What is being asked: If an entry holds a picture, skip the picture but copy everything else exactly.

--- START ---

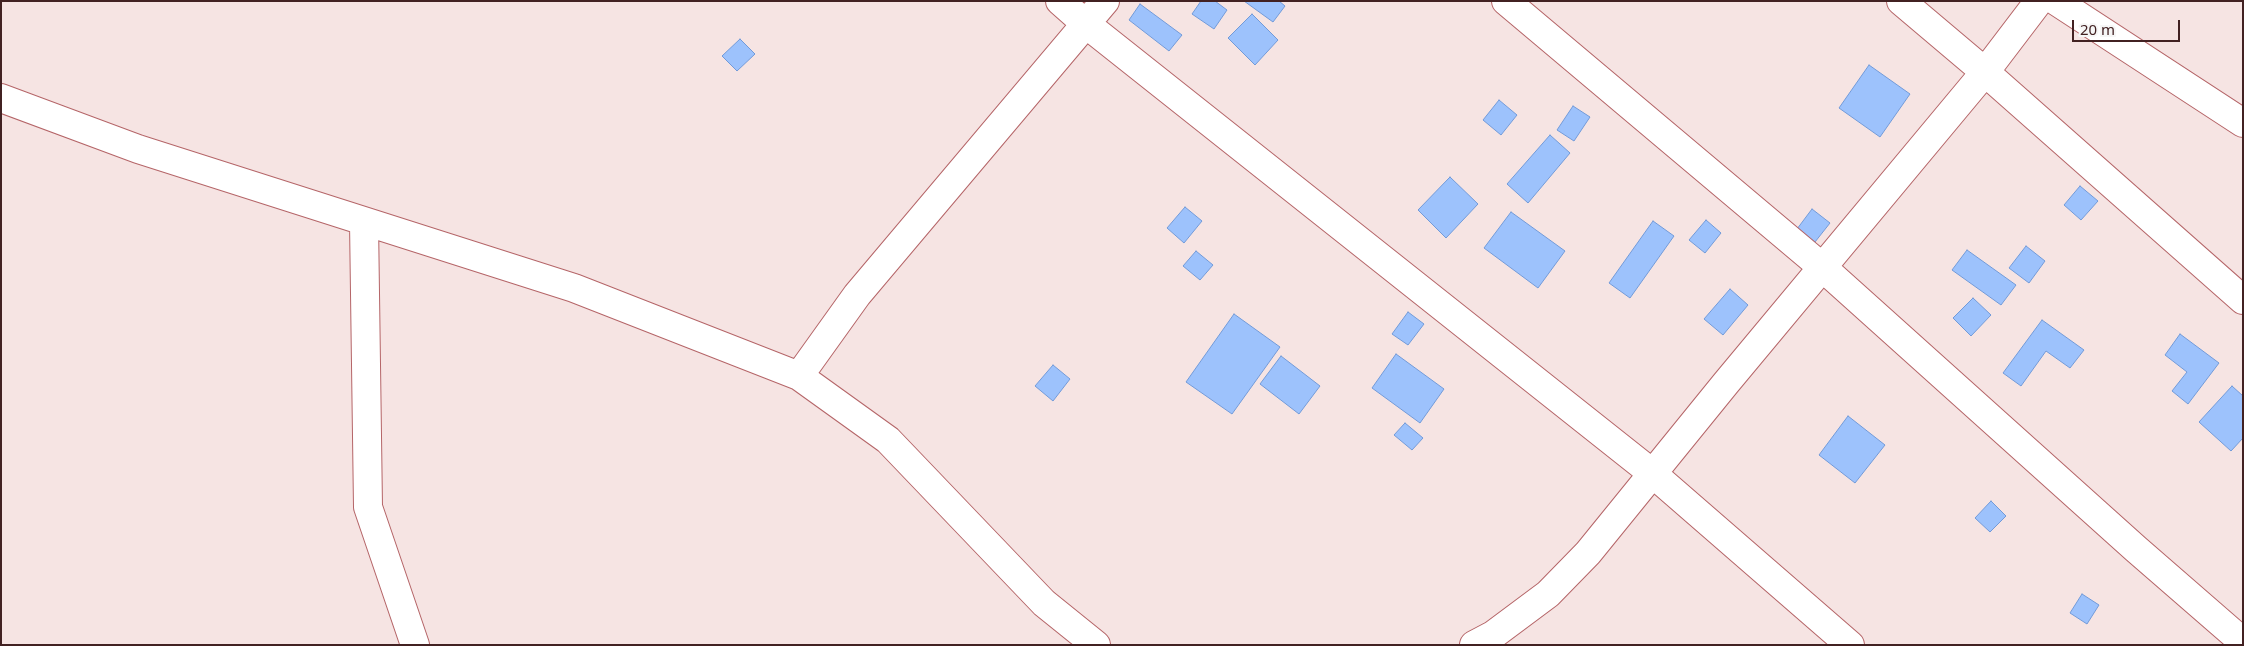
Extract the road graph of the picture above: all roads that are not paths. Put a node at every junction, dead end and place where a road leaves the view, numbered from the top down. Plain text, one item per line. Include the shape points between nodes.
1 (1060, 1) edge
2 (1105, 1) edge
3 (1506, 1) edge
4 (1901, 1) edge
5 (2040, 1) edge
6 (2056, 1) edge
7 (1086, 24) junction
8 (1985, 72) junction
9 (1, 98) edge
10 (2243, 123) edge
11 (364, 222) junction
12 (1822, 267) junction
13 (2243, 300) edge
14 (799, 376) junction
15 (1652, 472) junction
16 (2243, 642) edge
17 (415, 645) edge
18 (1096, 645) edge
19 (1474, 645) edge
20 (1850, 645) edge

1 - 7 street
2 - 7 street
3 - 12 street
4 - 8 street
5 - 8 street
6 - 10 street
7 - 14 street via 857,295
7 - 15 street
8 - 12 street
8 - 13 street
9 - 11 street via 138,149
11 - 14 street via 574,288
11 - 17 street via 368,507
12 - 15 street
12 - 16 street
14 - 18 street via 888,440 1044,602
15 - 19 street via 1588,554 1548,594 1493,635
15 - 20 street

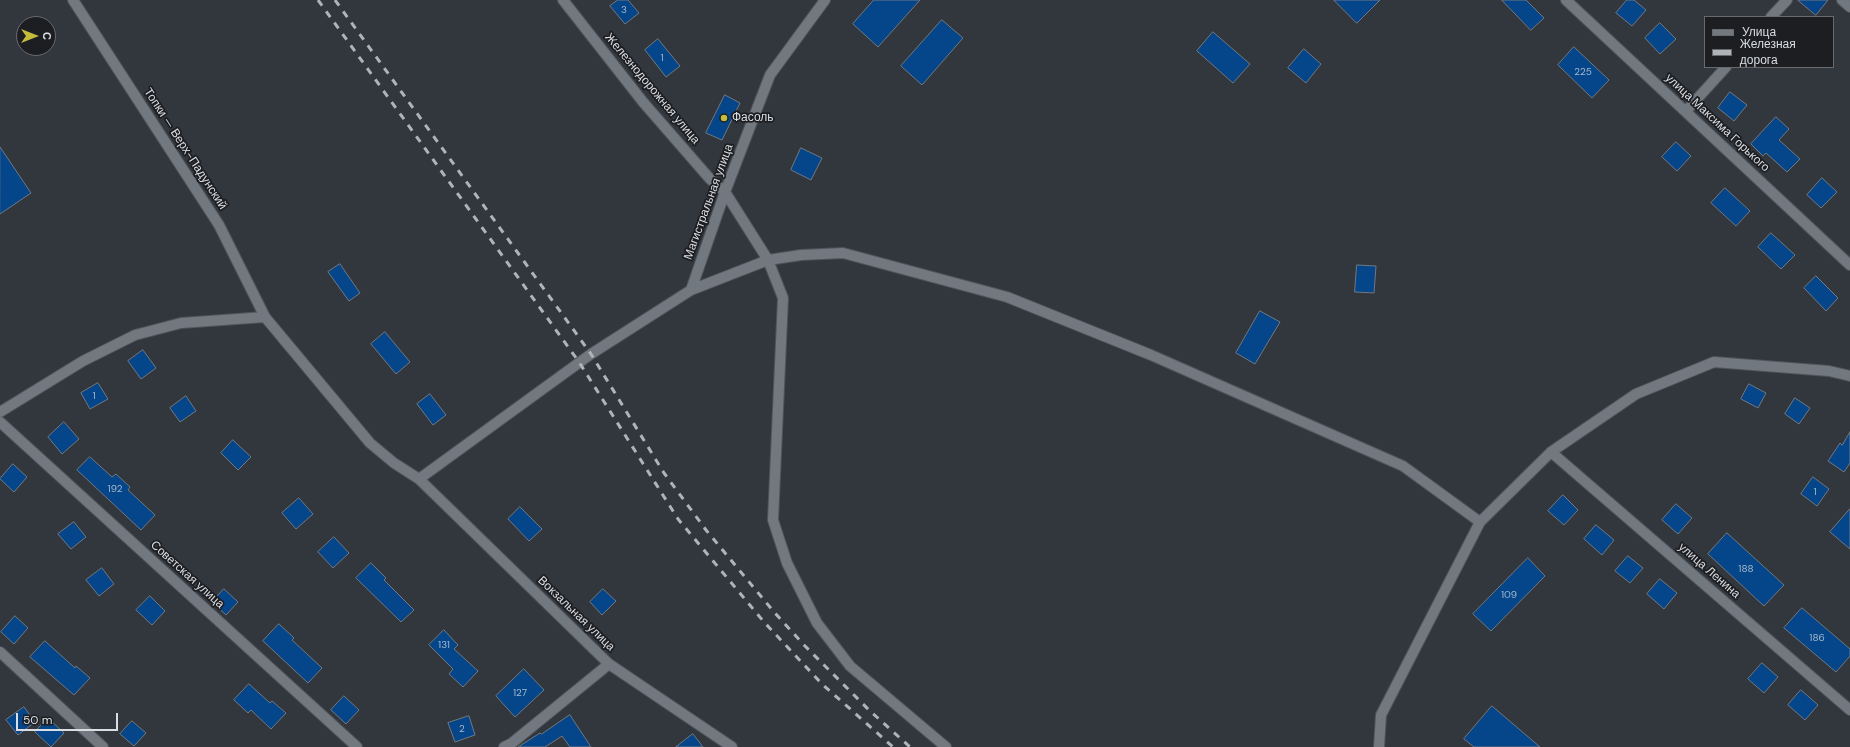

--- END ---

Answer to this exercise:
Extract the road graph of the picture above: all roads that are not paths. Put a node at every junction, dead end and place where a road leaves the view, numbered from the top down. Plain text, one item per line. Include the shape points between nodes.
1 (1060, 1) edge
2 (1105, 1) edge
3 (1506, 1) edge
4 (1901, 1) edge
5 (2040, 1) edge
6 (2056, 1) edge
7 (1086, 24) junction
8 (1985, 72) junction
9 (1, 98) edge
10 (2243, 123) edge
11 (364, 222) junction
12 (1822, 267) junction
13 (2243, 300) edge
14 (799, 376) junction
15 (1652, 472) junction
16 (2243, 642) edge
17 (415, 645) edge
18 (1096, 645) edge
19 (1474, 645) edge
20 (1850, 645) edge

1 - 7 street
2 - 7 street
3 - 12 street
4 - 8 street
5 - 8 street
6 - 10 street
7 - 14 street via 857,295
7 - 15 street
8 - 12 street
8 - 13 street
9 - 11 street via 138,149
11 - 14 street via 574,288
11 - 17 street via 368,507
12 - 15 street
12 - 16 street
14 - 18 street via 888,440 1044,602
15 - 19 street via 1588,554 1548,594 1493,635
15 - 20 street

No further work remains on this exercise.